Excellent cultural history of the rat, in the Reaktion 'Animal' series.

From the publisher's announcement:

The rat has been described as the shadow of the human. From ancient times it spread via the routes of commerce and conquest to eventually inhabit almost every part of the world. Its impact on history has been enormous in terms of the damage done through plague and disease, the destruction of agricultural produce, and the infestations of cities. At the same time the rat has provided science with a huge resource for experimentation. This highly adaptable, fertile and intelligent creature is almost universally loathed, but there are cultures in which it is revered, even deified.

This book traces the history of the human relationship with rats from the first archaeological finds to the genetically engineered rats of the present day, describing its role in the arts and sciences, religion and myth, psychoanalysis and medicine. The author includes wide-ranging examples of the rat's appearance: in literature - The Pied Piper; Beatrix Potter stories, The Wind in the Willows; in culture - Victorian rat-and-dog baiting pits, its popularity as a pet, even the subject of a '70s pop song; folklore - it was a good luck symbol in ancient Rome, symbol of cunning in Chinese mythology; and psychoanalysis - Freud's Rat Man, for example.

The book also seeks to answer two problems raised by the complexity of human attitudes to the rat.

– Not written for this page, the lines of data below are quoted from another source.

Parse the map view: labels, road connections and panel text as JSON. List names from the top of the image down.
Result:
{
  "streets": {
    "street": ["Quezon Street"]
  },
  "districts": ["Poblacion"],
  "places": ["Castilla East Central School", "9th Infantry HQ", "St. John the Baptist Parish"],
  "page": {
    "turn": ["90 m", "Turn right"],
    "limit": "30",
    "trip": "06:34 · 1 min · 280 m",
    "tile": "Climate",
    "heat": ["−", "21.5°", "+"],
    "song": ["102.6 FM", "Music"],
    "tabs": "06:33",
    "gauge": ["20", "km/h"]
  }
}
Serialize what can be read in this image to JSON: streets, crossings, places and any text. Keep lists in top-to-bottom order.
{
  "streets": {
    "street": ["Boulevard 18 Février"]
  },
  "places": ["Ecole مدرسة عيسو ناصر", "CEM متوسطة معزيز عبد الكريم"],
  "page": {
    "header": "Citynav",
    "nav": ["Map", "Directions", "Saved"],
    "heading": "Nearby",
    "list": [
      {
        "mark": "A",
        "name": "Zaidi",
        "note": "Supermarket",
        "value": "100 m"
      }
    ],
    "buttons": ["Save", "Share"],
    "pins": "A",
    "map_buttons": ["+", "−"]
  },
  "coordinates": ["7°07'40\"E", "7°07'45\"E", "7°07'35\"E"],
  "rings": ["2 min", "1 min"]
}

The first concerns how it was that the rat came to be seen not just as verminous, but also as being particularly despised for being so - more so, in fact, than other parasitic animals. The second concerns the manner in which human attitudes to the rat can be so contradictory, when admiration for its abilities are set against this idea of hatred. The rat can be found at the heart of human preoccupations with hygiene, sexuality and appetite, and exists as a perverse totem for the worst excesses of human behaviour. In Rat, Jonathan Burt provides a fascinating account of this animal in history, myth and culture.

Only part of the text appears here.